• [DATA FOR THIS TASK]:
★ ★ ★ ★ ★ ★ ★
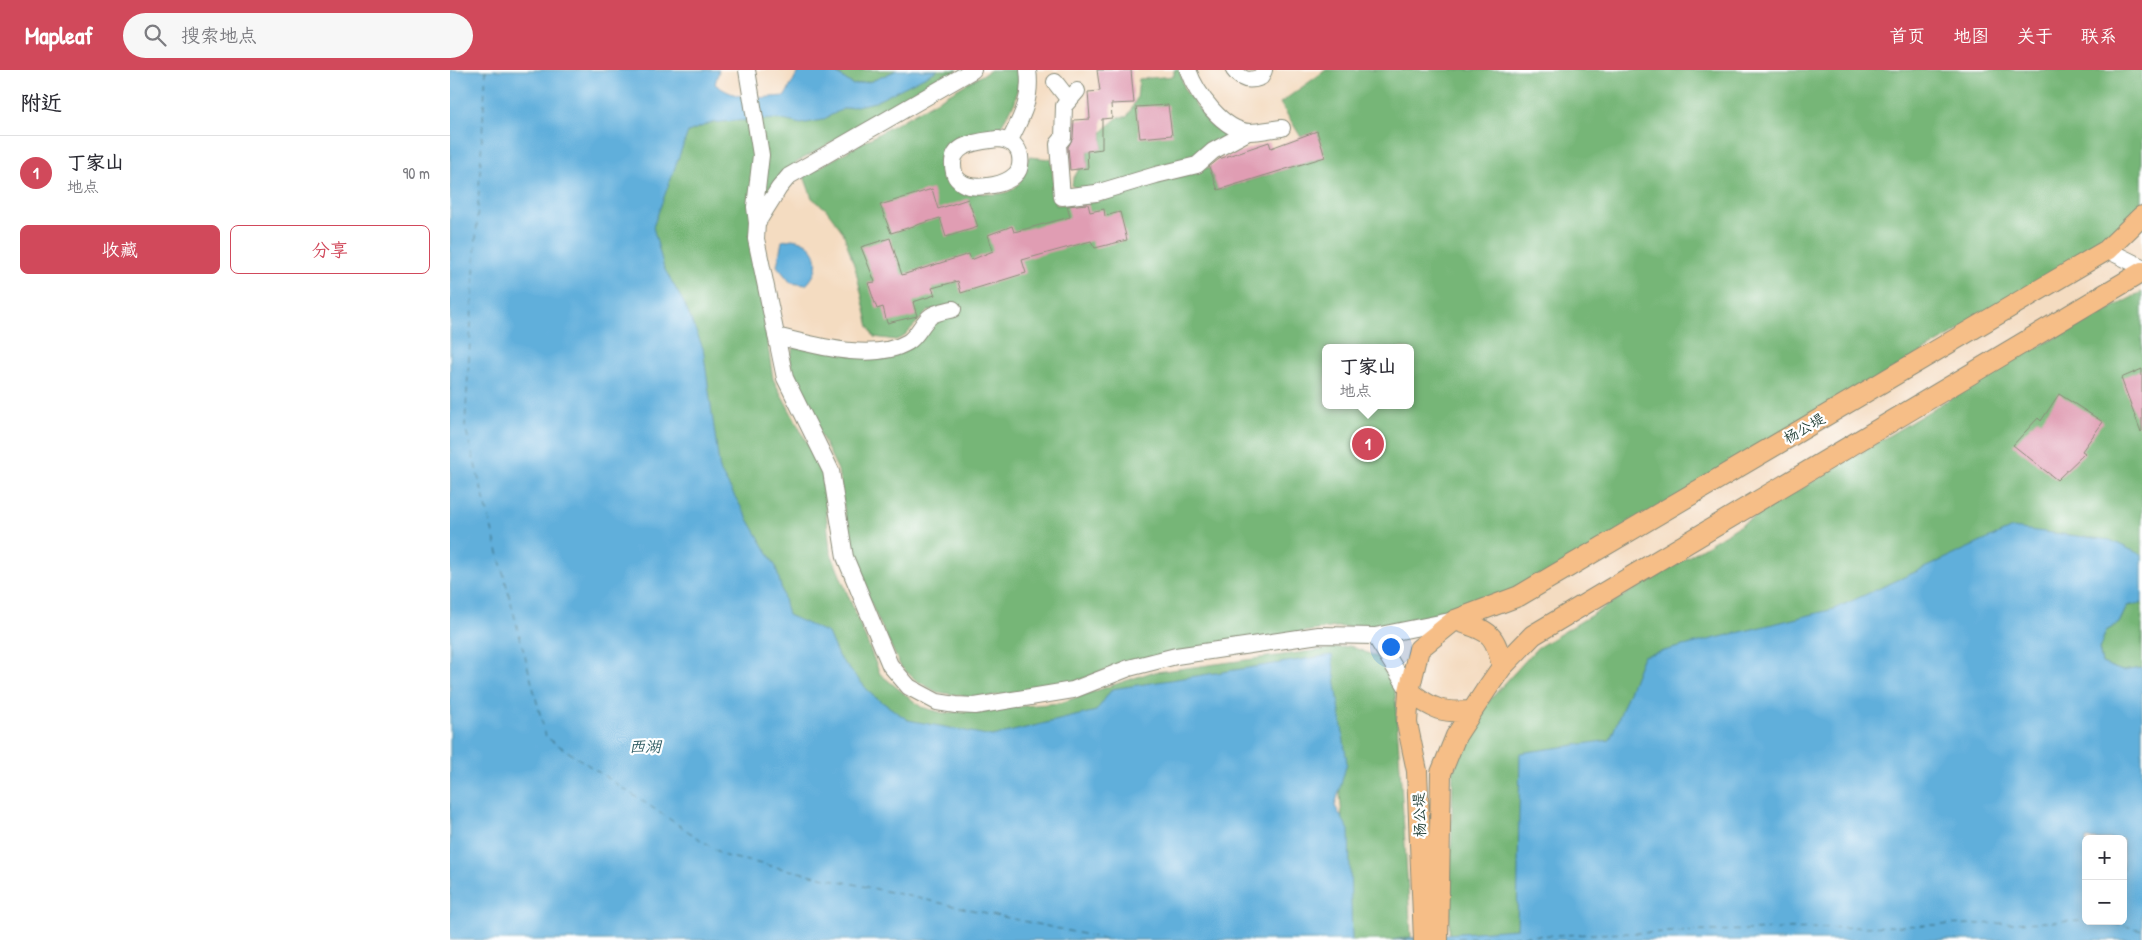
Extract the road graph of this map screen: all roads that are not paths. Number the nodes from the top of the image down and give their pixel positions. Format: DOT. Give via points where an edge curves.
★ ★ ★ ★ ★ ★ ★
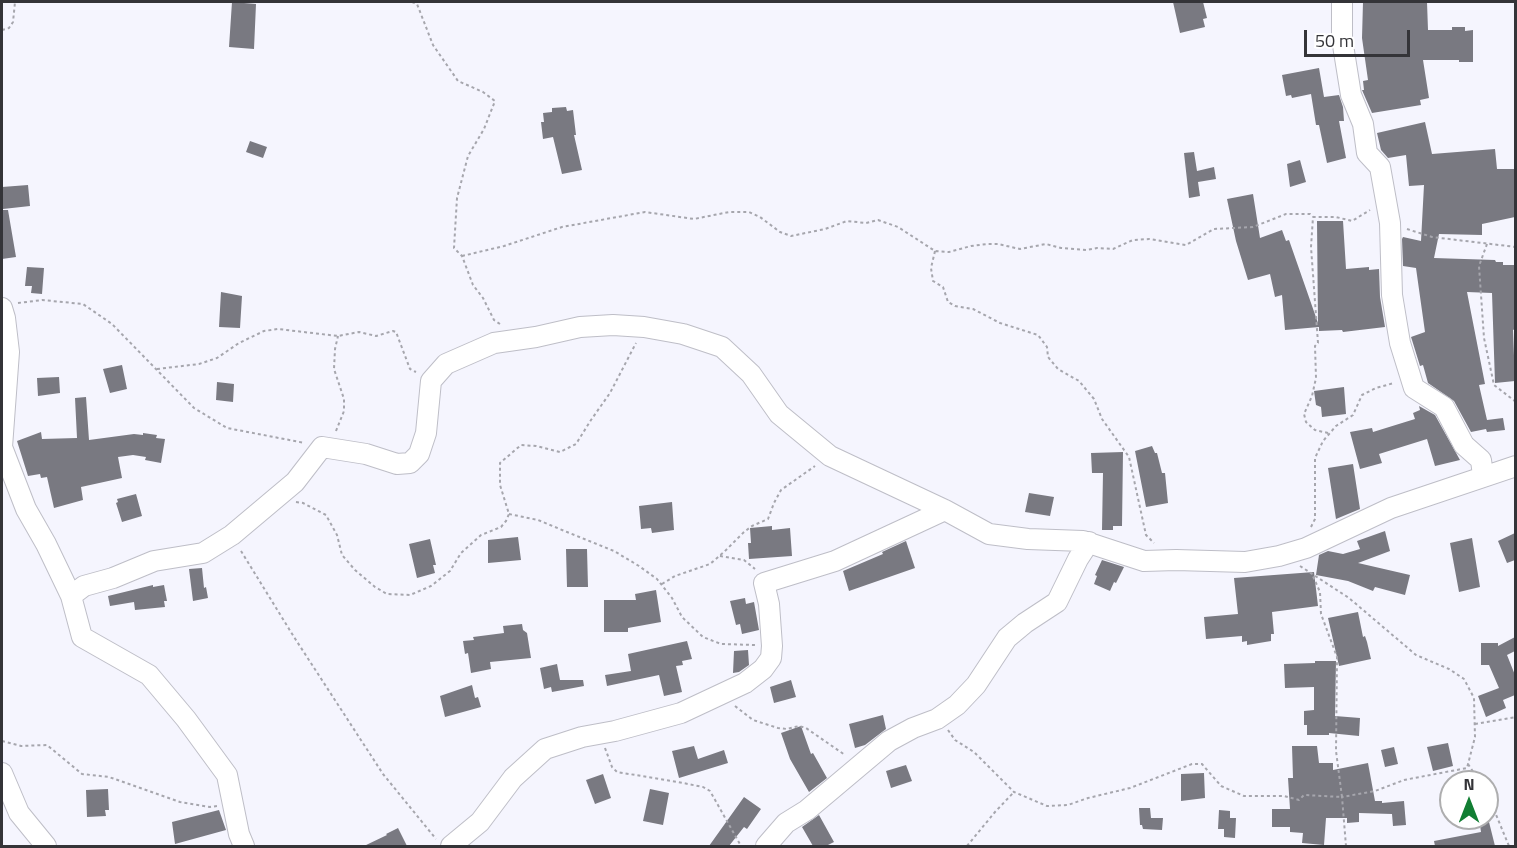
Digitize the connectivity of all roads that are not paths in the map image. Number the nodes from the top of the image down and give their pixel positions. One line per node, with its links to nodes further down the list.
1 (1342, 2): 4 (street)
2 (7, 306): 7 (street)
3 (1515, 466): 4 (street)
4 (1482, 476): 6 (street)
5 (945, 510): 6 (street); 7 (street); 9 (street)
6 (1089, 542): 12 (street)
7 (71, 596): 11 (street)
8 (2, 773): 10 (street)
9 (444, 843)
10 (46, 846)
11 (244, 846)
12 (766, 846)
★ ★ ★ ★ ★ ★ ★
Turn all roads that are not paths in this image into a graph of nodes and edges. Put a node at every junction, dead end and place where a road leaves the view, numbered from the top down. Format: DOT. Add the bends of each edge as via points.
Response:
★ ★ ★ ★ ★ ★ ★
List the lines of the entries that include "edge".

Extract the road graph of this map screen: all roads that are not paths. Number the nodes from the top of the image down and give their pixel positions. Format: DOT. Give via points where an edge curves.
Turn all roads that are not paths in this image into a graph of nodes and edges. Put a node at every junction, dead end and place where a road leaves the view, numbered from the top down. Format: DOT. Add the bends of each edge as via points.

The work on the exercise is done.